Red Hat Bugzilla – Bug 1250040
Sudden crashes of gnome-shell (possibly when new window opened)
Last modified: 2016-12-20 09:20:31 EST
Since upgrading to F22 I've experienced regular (every day or two) crashes of Gnome shell. I was running F21 for nearly a year on the same hardware without issue.
Anecdotally, it happens when I'm opening a new "window". e.g. immediately after clicking on "Document Viewer" when opening an attachment in Evolution; or opening the overview and starting typing to find an application.
abrt doesn't pick anything up. I *don't* get a Gnome "oops something went wrong message". It just immediately drops out to a black screen and after some flickering I'm back at the gdm login screen.
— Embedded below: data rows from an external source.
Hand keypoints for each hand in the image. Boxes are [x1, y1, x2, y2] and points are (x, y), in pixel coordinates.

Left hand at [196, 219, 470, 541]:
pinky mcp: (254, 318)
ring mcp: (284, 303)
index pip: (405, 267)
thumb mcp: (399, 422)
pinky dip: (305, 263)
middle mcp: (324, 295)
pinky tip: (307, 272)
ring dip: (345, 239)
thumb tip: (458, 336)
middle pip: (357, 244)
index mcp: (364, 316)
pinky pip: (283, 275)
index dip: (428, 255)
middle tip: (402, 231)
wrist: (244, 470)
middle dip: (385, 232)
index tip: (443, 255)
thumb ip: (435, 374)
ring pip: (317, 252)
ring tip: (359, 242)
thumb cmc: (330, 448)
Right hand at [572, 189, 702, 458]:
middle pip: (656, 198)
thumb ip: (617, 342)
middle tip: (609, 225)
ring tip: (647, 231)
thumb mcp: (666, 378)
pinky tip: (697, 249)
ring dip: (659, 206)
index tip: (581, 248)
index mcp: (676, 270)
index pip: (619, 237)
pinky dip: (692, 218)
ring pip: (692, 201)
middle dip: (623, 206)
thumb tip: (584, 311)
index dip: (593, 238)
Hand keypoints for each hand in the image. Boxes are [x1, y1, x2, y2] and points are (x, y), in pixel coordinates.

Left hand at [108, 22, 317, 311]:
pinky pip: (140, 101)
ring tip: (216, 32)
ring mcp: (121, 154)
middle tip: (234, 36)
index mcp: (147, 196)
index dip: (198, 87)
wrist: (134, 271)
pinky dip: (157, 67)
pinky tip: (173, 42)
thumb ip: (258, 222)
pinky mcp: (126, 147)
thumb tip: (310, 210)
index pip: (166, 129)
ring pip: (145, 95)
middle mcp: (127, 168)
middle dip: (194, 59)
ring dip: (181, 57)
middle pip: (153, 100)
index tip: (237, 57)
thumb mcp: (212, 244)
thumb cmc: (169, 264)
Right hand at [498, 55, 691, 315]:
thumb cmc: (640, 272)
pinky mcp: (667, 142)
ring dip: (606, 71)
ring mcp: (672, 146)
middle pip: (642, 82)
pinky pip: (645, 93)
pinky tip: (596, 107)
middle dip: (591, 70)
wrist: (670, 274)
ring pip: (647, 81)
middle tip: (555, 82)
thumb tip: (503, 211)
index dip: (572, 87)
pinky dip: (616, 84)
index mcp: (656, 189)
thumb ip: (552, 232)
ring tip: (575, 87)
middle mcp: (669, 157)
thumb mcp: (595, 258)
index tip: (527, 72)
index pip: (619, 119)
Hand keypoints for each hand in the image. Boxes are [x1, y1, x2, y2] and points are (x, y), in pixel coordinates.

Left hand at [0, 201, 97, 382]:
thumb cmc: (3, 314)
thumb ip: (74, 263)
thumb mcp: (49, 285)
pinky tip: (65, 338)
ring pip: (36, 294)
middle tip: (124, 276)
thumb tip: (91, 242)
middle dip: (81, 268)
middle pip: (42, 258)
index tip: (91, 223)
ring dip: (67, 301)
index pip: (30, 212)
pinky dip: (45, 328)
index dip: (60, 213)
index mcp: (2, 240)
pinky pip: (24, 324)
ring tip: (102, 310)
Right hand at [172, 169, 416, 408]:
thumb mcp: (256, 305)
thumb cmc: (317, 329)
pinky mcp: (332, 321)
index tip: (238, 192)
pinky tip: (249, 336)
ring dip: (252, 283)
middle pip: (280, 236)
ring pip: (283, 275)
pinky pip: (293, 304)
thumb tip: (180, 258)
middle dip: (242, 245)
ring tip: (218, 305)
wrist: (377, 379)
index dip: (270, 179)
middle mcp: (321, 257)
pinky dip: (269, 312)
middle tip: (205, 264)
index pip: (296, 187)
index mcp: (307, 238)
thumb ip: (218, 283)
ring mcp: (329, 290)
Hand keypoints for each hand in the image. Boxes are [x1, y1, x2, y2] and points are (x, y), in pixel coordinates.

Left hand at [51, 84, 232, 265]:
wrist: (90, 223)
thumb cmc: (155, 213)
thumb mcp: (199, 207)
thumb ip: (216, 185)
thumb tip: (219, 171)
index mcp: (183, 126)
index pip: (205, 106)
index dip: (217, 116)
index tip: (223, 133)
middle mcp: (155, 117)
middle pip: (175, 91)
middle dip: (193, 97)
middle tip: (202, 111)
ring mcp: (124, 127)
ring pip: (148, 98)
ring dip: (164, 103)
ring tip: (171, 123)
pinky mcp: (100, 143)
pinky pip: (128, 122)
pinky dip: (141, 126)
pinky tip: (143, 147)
1) Where should I be looking to gather debug? I don't see anything in /var/log/messages or searching for gnome-shell with journalctl
2) How should I reset my Gnome configuration to get a clean/as-new config? See below for what I tried to delete on upgrade. I'm happy to test from a clean gnome config, but testing with a new user is harder given this take a day or two to crop up and this is my working machine (though it does reliably happen within a few days).
Thoughts about possible low incident setup that may be less tested on my laptop: upgraded from F21; has a touchscreen; rarely shut down, nearly always suspend to RAM.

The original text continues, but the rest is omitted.